The link needs to be done in two separate steps: if-else => while-else
=> for-else.
Step 1. The conceptual difference between an if-clause and a
while-clause is that an if-clause ends with an implied 'break' (jump
past the rest of the statement to the next statement) while a
while-clause ends with an implied 'continue' (jump back to the condition
test). In the CPython byte code, this difference is implemented by
JUMP_FORWARD versus JUMP_ABSOLUTE (backwards). (The byte code for a
while-clause also has two bookkeeping additions, SETUP_LOOP and POP_BLOCK.)
In both if-statements and while-statements, the else-clause is executed
if and when the condition is false. I wonder if having never
programming with with 'jump' or 'goto' makes this harder to understand.
I think our doc could better explain how if-statements and
while-statements are similar but different.
Step 2. A for-loop can be viewed as an initialized while-loop.

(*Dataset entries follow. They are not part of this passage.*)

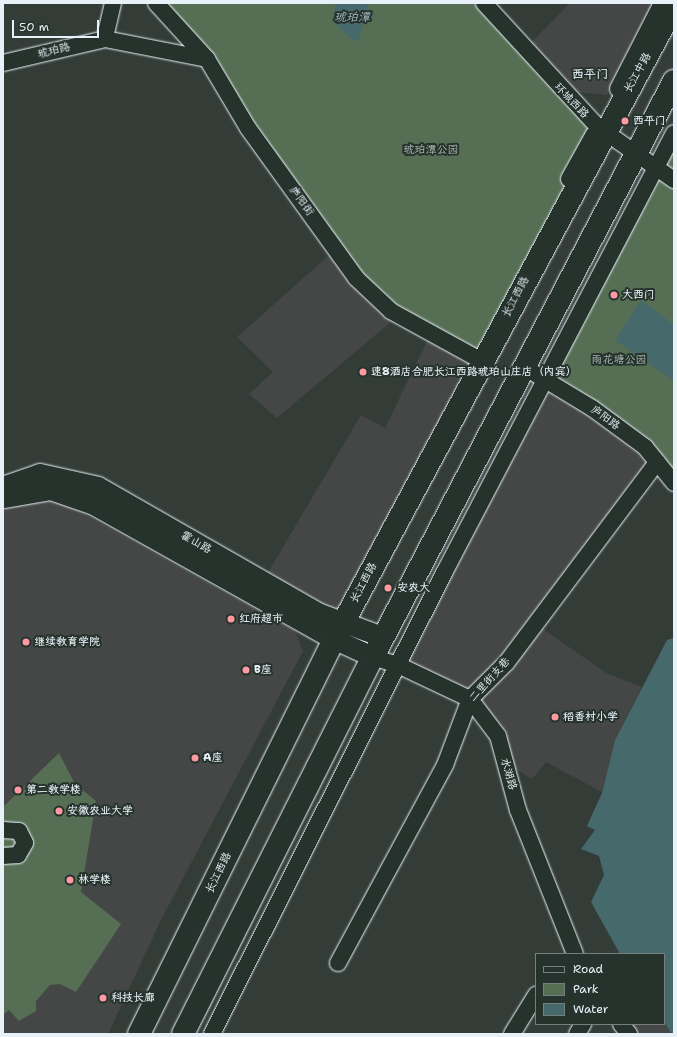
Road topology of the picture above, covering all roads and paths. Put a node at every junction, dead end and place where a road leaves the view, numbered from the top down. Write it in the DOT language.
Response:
graph roads {
  1 [pos="113,3"];
  2 [pos="156,3"];
  3 [pos="484,3"];
  4 [pos="662,3"];
  5 [pos="674,6"];
  6 [pos="105,39"];
  7 [pos="207,59"];
  8 [pos="3,63"];
  9 [pos="674,81"];
  10 [pos="601,133"];
  11 [pos="674,133"];
  12 [pos="633,160"];
  13 [pos="654,170"];
  14 [pos="674,180"];
  15 [pos="479,359"];
  16 [pos="524,367"];
  17 [pos="547,381"];
  18 [pos="657,462"];
  19 [pos="674,482"];
  20 [pos="3,487"];
  21 [pos="3,499"];
  22 [pos="336,630"];
  23 [pos="383,637"];
  24 [pos="372,657"];
  25 [pos="398,665"];
  26 [pos="470,699"];
  27 [pos="3,830"];
  28 [pos="3,856"];
  29 [pos="568,950"];
  30 [pos="338,963"];
  31 [pos="535,997"];
  32 [pos="582,1025"];
  33 [pos="623,1025"];
  34 [pos="129,1034"];
  35 [pos="139,1034"];
  36 [pos="183,1034"];
  37 [pos="212,1034"];
  38 [pos="512,1034"];
  39 [pos="577,1034"];
  40 [pos="629,1034"];
  1 -- 6 [label="street"];
  2 -- 7 [label="street, 庐阳街"];
  3 -- 10 [label="street, 环城西路"];
  4 -- 10 [label="street"];
  5 -- 10 [label="highway, 长江中路"];
  6 -- 7 [label="street"];
  6 -- 8 [label="street, 琥珀路"];
  7 -- 15 [label="street, 庐阳街"];
  9 -- 12 [label="highway"];
  10 -- 12 [label="street, 环城西路"];
  10 -- 15 [label="highway, 长江西路"];
  11 -- 13 [label="street"];
  12 -- 13 [label="street, 环城西路"];
  12 -- 16 [label="highway"];
  13 -- 14 [label="street, 环城西路"];
  13 -- 17 [label="street"];
  15 -- 22 [label="highway, 长江西路"];
  16 -- 17 [label="street, 庐阳路"];
  16 -- 23 [label="highway"];
  17 -- 18 [label="street, 庐阳路"];
  17 -- 25 [label="street"];
  18 -- 19 [label="street, 庐阳路"];
  18 -- 26 [label="street, 二里街支巷"];
  20 -- 22 [label="main road, 霍山路"];
  21 -- 22 [label="main road, 霍山路"];
  22 -- 23 [label="main road, 霍山路"];
  22 -- 24 [label="main road, 霍山路"];
  22 -- 34 [label="street"];
  22 -- 35 [label="highway, 长江西路"];
  23 -- 24 [label="highway"];
  24 -- 25 [label="street, 水湖路"];
  24 -- 36 [label="highway"];
  25 -- 26 [label="street, 水湖路"];
  25 -- 37 [label="street"];
  26 -- 29 [label="street, 水湖路"];
  26 -- 30 [label="street, 二里街支巷"];
  27 -- 28 [label="street"];
  31 -- 38 [label="street"];
  32 -- 39 [label="street"];
  33 -- 40 [label="street"];
}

Kernighan and Ritchie make this explicit in The C Programming Language
(p. 56).
'''
The for statement
for (expr1; expr2; expr3)
statement
is equivalent to
expr1;
while (expr2) {
statement
expr3;
}
'''
For Python's more specialized for-loop, 'for target-list in iterable:
for-suite' can be paraphrased as 'while the iterator yields an object
(is not exhausted): do the assignment and suite'. An else-clause, if
present, is executed if and when the condition is false, when the
iterator is exhausted and raises StopIteration instead of yielding an
object. If while-else is understood and the implicit for condition is
understood, for-else is pretty straightforward.
Equivalent code, with an else-clause, is trickier than in C, without
for-else. I think the following is close. I think something like this
should be in the doc.
_it = iter(iterable)
_exhausted = False
while not _exhausted:
try:
_obj = next(_it)
except StopIteration:
_exhausted = True
continue
target-list = _obj
for-suite
else:
else-suite
Note 1: without the else-clause, _exhausted is not needed. The loop
could be 'while True' and the except clause could just be 'break'.
Note 2: _obj being assignment compatible with target list is NOT part of
the implicit while condition. For example,
for a,b in (1,2): print('for')
else: print('else')
prints nothing except the traceback for TypeError: 'int' object is not
iterable.
Note 3: C for typically assigns to the loop variable once before the
loop and and again at the end of each loop. Python for does the
assignment once at the top of the loop.